◆ Activity
Each entry below should be printed exactly as given.

*** Opening of Data ***

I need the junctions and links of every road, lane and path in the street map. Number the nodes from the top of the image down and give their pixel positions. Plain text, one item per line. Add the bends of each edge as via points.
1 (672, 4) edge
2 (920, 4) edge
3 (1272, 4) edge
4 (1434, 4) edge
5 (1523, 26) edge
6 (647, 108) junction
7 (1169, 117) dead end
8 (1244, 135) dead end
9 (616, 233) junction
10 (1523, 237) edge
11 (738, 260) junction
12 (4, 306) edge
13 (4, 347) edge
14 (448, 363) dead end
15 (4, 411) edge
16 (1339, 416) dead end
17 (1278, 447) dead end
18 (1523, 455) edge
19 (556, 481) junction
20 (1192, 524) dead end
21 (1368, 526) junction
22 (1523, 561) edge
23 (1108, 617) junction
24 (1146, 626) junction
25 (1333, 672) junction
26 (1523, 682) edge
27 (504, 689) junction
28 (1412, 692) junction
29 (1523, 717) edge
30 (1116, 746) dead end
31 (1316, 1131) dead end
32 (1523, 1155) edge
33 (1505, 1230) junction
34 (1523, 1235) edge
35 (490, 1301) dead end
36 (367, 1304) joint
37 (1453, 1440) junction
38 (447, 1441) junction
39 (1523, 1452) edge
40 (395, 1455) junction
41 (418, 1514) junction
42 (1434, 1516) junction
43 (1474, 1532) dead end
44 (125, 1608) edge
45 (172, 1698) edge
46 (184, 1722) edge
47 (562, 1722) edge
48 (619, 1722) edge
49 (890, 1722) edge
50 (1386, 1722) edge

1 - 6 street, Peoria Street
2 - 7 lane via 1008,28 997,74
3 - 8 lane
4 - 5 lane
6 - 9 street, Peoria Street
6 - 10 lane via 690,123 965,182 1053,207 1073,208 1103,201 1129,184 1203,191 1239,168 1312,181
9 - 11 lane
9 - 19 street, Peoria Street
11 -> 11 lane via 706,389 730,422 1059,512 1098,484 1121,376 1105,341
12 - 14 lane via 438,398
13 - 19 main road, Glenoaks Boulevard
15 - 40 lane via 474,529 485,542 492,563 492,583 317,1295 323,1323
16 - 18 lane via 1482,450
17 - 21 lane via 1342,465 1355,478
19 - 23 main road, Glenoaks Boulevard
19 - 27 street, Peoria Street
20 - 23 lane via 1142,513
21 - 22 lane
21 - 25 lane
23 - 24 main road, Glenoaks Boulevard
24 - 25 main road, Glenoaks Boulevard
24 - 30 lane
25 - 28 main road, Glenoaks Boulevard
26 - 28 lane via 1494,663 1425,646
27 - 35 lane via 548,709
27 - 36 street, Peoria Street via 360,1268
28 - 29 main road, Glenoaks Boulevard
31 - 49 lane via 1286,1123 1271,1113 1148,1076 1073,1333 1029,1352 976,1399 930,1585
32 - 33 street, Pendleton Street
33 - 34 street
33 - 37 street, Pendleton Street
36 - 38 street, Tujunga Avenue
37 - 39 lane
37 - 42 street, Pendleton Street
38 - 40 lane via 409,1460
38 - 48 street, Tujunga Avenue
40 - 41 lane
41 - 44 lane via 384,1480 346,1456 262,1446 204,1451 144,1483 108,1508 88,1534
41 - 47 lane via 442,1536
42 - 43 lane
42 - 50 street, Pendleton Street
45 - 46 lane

*** Close of Data ***

◆ Result for this exercise
I need the junctions and links of every road, lane and path in the street map. Number the nodes from the top of the image down and give their pixel positions. Plain text, one item per line. Add the bends of each edge as via points.
1 (672, 4) edge
2 (920, 4) edge
3 (1272, 4) edge
4 (1434, 4) edge
5 (1523, 26) edge
6 (647, 108) junction
7 (1169, 117) dead end
8 (1244, 135) dead end
9 (616, 233) junction
10 (1523, 237) edge
11 (738, 260) junction
12 (4, 306) edge
13 (4, 347) edge
14 (448, 363) dead end
15 (4, 411) edge
16 (1339, 416) dead end
17 (1278, 447) dead end
18 (1523, 455) edge
19 (556, 481) junction
20 (1192, 524) dead end
21 (1368, 526) junction
22 (1523, 561) edge
23 (1108, 617) junction
24 (1146, 626) junction
25 (1333, 672) junction
26 (1523, 682) edge
27 (504, 689) junction
28 (1412, 692) junction
29 (1523, 717) edge
30 (1116, 746) dead end
31 (1316, 1131) dead end
32 (1523, 1155) edge
33 (1505, 1230) junction
34 (1523, 1235) edge
35 (490, 1301) dead end
36 (367, 1304) joint
37 (1453, 1440) junction
38 (447, 1441) junction
39 (1523, 1452) edge
40 (395, 1455) junction
41 (418, 1514) junction
42 (1434, 1516) junction
43 (1474, 1532) dead end
44 (125, 1608) edge
45 (172, 1698) edge
46 (184, 1722) edge
47 (562, 1722) edge
48 (619, 1722) edge
49 (890, 1722) edge
50 (1386, 1722) edge

1 - 6 street, Peoria Street
2 - 7 lane via 1008,28 997,74
3 - 8 lane
4 - 5 lane
6 - 9 street, Peoria Street
6 - 10 lane via 690,123 965,182 1053,207 1073,208 1103,201 1129,184 1203,191 1239,168 1312,181
9 - 11 lane
9 - 19 street, Peoria Street
11 -> 11 lane via 706,389 730,422 1059,512 1098,484 1121,376 1105,341
12 - 14 lane via 438,398
13 - 19 main road, Glenoaks Boulevard
15 - 40 lane via 474,529 485,542 492,563 492,583 317,1295 323,1323
16 - 18 lane via 1482,450
17 - 21 lane via 1342,465 1355,478
19 - 23 main road, Glenoaks Boulevard
19 - 27 street, Peoria Street
20 - 23 lane via 1142,513
21 - 22 lane
21 - 25 lane
23 - 24 main road, Glenoaks Boulevard
24 - 25 main road, Glenoaks Boulevard
24 - 30 lane
25 - 28 main road, Glenoaks Boulevard
26 - 28 lane via 1494,663 1425,646
27 - 35 lane via 548,709
27 - 36 street, Peoria Street via 360,1268
28 - 29 main road, Glenoaks Boulevard
31 - 49 lane via 1286,1123 1271,1113 1148,1076 1073,1333 1029,1352 976,1399 930,1585
32 - 33 street, Pendleton Street
33 - 34 street
33 - 37 street, Pendleton Street
36 - 38 street, Tujunga Avenue
37 - 39 lane
37 - 42 street, Pendleton Street
38 - 40 lane via 409,1460
38 - 48 street, Tujunga Avenue
40 - 41 lane
41 - 44 lane via 384,1480 346,1456 262,1446 204,1451 144,1483 108,1508 88,1534
41 - 47 lane via 442,1536
42 - 43 lane
42 - 50 street, Pendleton Street
45 - 46 lane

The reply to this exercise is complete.